Я странствовал, как дух, по лугам в Эссексе, перелезал через изгороди в помещичьи парки и видел водяные лилии и гладстонии на черном омуте, танцевал в амбаре танец, которому никогда не учился, взбирался на церковные колокольни и раз двадцать в день восхищался гармонией и совершенством жизни, которыми окружает себя англичанин в своем доме. Английский дом – это теннис, горячая вода, гонг, зовущий к обеду, книги, газоны, изысканный комфорт, сложившийся и освященный столетиями, свобода детей и патриархальность родителей; гостеприимство и формы приличия, удобные, как халат; короче говоря, английский дом – это английский дом, и я нарисовал его на память вместе с кукушкой и кроликом; здесь живет и пишет один из умнейших людей в этом мире, а снаружи кукует кукушка по тридцать раз подряд. И на этом я заканчиваю сказку о самом прекрасном, что есть в Англии.
Кембридж и Оксфорд
По первому впечатлению это провинциальный городок, и вдруг – боже мой! – чей это старинный замок? Оказывается, студенческий колледж с тремя дворами, собственной часовней, королевским залом, где студенты обедают, с парком, стадионом и мало ли чем еще. Есть и другой колледж, еще больше, с четырьмя дворами, с парком за рекой, собственным собором, огромной средневековой трапезной, пятисотлетними балками, с галереей старинных портретов, с еще более старинными традициями и еще более знаменитыми именами. Третий колледж – самый старый, четвертый прославился научными открытиями, пятый – спортивными рекордами, шестой – самой красивой часовней, седьмой – уж не знаю чем, и так как их не меньше пятнадцати, я их все спутал. Вижу только прямоугольные замки, подобные крепостям, огромные дворы, где бегают студенты в черных мантиях и четырехугольных беретах с кисточкой, у каждого из них по две – по три комнаты в замковых крыльях; вижу средневековую часовню, выпотрошенную протестантизмом, актовые залы с помостом для masters и fellows[53] и потемневшие портреты почтенных earls,[54] государственных деятелей и поэтов, которые здесь учились; вижу прославленные backs, то есть задние фасады колледжей над речкою Кэм, через которую переброшены мостики в столетние парки; плыву по приветливой речке между backs и парками и думаю о наших студентах, об их тощих желудках и сапогах, стоптанных от беготни по урокам. Кланяюсь тебе в пояс, Кембридж, потому что я удостоился здесь чести отобедать на помосте среди ученых masters в таком громадном и таком старинном зале, что мне казалось, будто я вижу сон. Жму тебе обе руки, Кембридж, за удовольствие поесть из глиняных горшков в «Полумесяце» вместе с masters, студентами и другой молодежью; мне было хорошо среди них. И видел я еще газоны, по которым имеют право ходить только masters, но ни в коем случае не undergraduates,[55] и лестницу, на которой имеют право играть в мяч только graduates,[56] но не студенты; видел профессоров в кроличьих мехах и в красных, как лангуст, мантиях; видел, как graduates становились на колени и целовали руку вице-канцлеру; из всех этих чудес мне удалось нарисовать только одного почтенного пробста колледжа, угостившего меня стаканчиком шерри, которое было ровесником по крайней мере Питту Старшему.[57]

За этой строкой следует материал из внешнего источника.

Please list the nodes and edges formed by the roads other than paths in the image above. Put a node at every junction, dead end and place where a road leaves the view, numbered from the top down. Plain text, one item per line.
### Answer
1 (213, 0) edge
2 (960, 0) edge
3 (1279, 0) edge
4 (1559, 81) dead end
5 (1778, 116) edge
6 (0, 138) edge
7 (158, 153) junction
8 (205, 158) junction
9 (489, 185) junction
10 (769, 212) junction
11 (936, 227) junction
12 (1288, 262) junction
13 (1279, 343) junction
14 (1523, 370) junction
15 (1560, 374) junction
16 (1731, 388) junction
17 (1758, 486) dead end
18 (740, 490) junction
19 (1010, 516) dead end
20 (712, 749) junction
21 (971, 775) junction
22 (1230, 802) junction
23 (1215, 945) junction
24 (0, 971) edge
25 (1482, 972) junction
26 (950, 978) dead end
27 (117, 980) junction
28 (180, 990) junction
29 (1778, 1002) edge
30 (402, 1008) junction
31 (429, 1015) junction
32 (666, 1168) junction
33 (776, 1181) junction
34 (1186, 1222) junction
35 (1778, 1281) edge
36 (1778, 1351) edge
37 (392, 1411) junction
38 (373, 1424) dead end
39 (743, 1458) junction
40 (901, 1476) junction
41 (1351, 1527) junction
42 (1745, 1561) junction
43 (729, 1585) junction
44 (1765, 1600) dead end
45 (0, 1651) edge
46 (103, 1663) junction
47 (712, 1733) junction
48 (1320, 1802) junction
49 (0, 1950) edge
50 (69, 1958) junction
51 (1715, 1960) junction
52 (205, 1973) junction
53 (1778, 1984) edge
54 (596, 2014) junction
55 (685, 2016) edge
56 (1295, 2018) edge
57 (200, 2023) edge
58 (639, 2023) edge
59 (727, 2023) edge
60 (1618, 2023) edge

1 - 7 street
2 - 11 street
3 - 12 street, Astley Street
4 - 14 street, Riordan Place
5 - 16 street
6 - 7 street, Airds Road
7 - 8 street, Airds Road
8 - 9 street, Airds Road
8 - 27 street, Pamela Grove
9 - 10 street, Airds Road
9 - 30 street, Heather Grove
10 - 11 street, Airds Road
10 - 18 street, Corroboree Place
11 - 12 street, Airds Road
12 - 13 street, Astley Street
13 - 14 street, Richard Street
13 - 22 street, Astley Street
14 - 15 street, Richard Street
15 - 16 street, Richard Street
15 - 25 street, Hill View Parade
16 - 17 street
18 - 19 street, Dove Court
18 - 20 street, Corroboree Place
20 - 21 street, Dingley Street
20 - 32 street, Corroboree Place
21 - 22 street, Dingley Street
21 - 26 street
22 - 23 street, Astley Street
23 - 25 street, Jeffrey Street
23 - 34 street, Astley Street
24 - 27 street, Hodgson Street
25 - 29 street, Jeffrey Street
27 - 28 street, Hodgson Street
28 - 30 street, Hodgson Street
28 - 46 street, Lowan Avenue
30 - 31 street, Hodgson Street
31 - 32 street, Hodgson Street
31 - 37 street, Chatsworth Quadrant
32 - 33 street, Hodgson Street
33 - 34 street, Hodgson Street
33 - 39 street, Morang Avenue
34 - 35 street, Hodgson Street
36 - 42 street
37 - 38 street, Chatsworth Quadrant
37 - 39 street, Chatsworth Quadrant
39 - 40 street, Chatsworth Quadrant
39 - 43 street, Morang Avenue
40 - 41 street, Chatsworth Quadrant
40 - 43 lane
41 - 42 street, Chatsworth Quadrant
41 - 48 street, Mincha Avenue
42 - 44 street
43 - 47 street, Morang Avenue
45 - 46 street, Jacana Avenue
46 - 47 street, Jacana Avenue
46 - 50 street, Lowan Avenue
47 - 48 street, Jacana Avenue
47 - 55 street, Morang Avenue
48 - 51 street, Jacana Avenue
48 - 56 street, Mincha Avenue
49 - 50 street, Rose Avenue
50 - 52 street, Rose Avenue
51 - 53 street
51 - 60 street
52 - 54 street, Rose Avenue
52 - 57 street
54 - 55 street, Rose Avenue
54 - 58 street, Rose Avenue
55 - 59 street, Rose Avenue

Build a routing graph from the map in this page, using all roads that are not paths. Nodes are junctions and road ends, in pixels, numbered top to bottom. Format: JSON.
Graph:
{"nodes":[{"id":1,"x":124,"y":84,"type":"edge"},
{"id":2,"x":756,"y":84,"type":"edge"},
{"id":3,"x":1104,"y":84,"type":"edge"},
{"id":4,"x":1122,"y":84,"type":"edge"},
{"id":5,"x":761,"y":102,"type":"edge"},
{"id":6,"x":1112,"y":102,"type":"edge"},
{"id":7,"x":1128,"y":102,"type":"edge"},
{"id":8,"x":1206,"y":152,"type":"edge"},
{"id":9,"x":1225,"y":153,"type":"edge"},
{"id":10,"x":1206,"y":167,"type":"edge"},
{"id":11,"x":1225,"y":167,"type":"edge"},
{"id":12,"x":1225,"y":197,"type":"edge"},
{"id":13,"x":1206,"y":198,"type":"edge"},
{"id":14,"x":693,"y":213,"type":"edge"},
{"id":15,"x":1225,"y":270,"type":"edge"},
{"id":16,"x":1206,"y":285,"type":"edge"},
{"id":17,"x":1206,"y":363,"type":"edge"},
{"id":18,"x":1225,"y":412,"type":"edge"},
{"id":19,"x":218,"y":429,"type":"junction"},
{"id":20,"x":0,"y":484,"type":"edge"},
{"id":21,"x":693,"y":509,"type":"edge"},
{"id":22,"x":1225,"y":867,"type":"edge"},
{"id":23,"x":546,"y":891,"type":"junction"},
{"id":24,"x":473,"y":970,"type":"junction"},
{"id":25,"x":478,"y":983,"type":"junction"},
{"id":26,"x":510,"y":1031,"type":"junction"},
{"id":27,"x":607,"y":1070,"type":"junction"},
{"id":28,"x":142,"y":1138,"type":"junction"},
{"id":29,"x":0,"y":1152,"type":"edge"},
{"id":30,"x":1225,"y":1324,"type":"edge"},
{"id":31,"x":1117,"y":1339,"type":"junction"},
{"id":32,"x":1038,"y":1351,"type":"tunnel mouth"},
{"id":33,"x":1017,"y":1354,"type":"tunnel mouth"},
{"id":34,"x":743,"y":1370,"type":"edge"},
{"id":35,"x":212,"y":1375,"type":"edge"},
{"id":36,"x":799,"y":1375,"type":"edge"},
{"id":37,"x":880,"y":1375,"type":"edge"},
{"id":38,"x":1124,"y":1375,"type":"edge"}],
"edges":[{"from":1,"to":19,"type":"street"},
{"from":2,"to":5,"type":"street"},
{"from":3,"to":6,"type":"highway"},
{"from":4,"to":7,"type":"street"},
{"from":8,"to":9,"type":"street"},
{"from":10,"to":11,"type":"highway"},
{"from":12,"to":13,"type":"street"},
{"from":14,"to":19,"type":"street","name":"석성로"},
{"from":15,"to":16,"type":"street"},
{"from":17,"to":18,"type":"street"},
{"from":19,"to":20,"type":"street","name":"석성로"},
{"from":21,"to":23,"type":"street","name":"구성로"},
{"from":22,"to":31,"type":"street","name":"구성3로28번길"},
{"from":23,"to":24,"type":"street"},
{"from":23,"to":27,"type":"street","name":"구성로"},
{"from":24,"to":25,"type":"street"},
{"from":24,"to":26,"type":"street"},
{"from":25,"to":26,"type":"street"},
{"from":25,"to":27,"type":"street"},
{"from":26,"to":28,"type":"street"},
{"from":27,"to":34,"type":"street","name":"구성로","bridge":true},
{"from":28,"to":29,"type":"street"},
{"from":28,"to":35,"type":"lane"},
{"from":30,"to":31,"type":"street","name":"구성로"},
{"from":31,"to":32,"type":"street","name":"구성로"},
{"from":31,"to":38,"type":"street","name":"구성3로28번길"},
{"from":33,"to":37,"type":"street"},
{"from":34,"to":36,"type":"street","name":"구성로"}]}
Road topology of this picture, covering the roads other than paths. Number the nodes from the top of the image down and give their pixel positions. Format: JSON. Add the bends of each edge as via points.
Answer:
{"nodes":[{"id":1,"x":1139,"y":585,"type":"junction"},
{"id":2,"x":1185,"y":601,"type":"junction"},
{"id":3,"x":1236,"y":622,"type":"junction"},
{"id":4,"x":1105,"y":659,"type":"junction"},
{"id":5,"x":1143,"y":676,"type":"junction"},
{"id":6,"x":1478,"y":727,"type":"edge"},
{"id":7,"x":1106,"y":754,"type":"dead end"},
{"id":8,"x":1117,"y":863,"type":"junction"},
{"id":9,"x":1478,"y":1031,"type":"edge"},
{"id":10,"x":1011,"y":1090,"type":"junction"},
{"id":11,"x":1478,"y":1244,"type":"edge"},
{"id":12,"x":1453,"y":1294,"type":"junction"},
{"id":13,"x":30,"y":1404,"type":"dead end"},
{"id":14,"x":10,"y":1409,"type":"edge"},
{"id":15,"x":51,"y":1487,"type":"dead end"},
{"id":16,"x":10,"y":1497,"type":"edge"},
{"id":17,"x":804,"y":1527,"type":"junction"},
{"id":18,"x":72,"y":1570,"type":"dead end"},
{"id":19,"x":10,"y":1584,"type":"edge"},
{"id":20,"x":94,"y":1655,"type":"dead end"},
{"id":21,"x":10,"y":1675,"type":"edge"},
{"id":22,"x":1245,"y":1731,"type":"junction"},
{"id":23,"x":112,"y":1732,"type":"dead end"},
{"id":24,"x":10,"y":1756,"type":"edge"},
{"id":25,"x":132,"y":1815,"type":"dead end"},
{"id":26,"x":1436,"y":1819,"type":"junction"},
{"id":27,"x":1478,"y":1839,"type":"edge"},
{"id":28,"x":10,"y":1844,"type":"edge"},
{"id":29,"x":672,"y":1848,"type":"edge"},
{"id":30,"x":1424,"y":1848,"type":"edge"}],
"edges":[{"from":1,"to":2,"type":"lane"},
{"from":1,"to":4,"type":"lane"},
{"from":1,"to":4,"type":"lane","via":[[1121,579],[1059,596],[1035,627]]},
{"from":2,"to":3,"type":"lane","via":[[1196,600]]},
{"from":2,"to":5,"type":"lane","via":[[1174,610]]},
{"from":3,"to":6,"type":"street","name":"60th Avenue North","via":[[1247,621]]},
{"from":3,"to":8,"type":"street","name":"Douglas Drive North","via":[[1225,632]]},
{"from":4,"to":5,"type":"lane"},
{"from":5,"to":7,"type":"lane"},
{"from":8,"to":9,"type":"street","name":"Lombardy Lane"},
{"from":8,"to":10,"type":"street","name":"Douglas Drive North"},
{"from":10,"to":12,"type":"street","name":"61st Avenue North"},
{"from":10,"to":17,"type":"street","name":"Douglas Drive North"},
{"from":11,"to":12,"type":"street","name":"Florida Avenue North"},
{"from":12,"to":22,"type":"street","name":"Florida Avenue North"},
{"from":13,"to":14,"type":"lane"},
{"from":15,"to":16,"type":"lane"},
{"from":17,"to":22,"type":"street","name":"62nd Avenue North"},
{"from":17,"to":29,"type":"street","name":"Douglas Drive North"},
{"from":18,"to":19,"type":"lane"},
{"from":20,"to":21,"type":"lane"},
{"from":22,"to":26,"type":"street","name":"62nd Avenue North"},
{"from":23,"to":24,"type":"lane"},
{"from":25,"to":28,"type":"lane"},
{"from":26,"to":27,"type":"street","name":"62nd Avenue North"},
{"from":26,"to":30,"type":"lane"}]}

Потом уже на память я нарисовал кембриджские колледжи так, как они мне снились несколько раз; на самом деле они еще больше и красивее.
Иногда мне снится и кембриджский кролик. Ему дали вдохнуть какой-то газ и хотели узнать, как отнесется к этому кроличья селезенка. Я видел, как он умирал, прерывисто дыша и выпучив глаза. Теперь он является мне по ночам; упокой, Господи, его ушастую душу.
Что мне сказать теперь плохого об Оксфорде? Я не могу похвалить Оксфорд, если хвалю Кембридж, и моя дружба с Кембриджем обязывает меня метать громы и молнии на гордый Оксфорд. А мне там, к сожалению, понравилось: колледжи там еще больше и, вероятно, еще старше, там живописные тихие парки, галереи с портретами не менее знаменитых предков, залы для банкетов, памятники и почтенные педели. Но вся эта пышность и традиции существуют не для всякого: по-видимому, колледжи ставят себе целью воспитывать не ученых специалистов, а джентльменов. Представьте себе, что наши студенты обедают по меньшей мере в Вальдштейнском зале,[58] едят на тяжелом старинном серебре, что их обслуживают ливрейные лакеи, а к экзаменам их подготовляют домашние профессора в аудиториях, обставленных всякого рода креслами и кушетками, представьте себе… Впрочем, нет, ребята, лучше не думайте об этом!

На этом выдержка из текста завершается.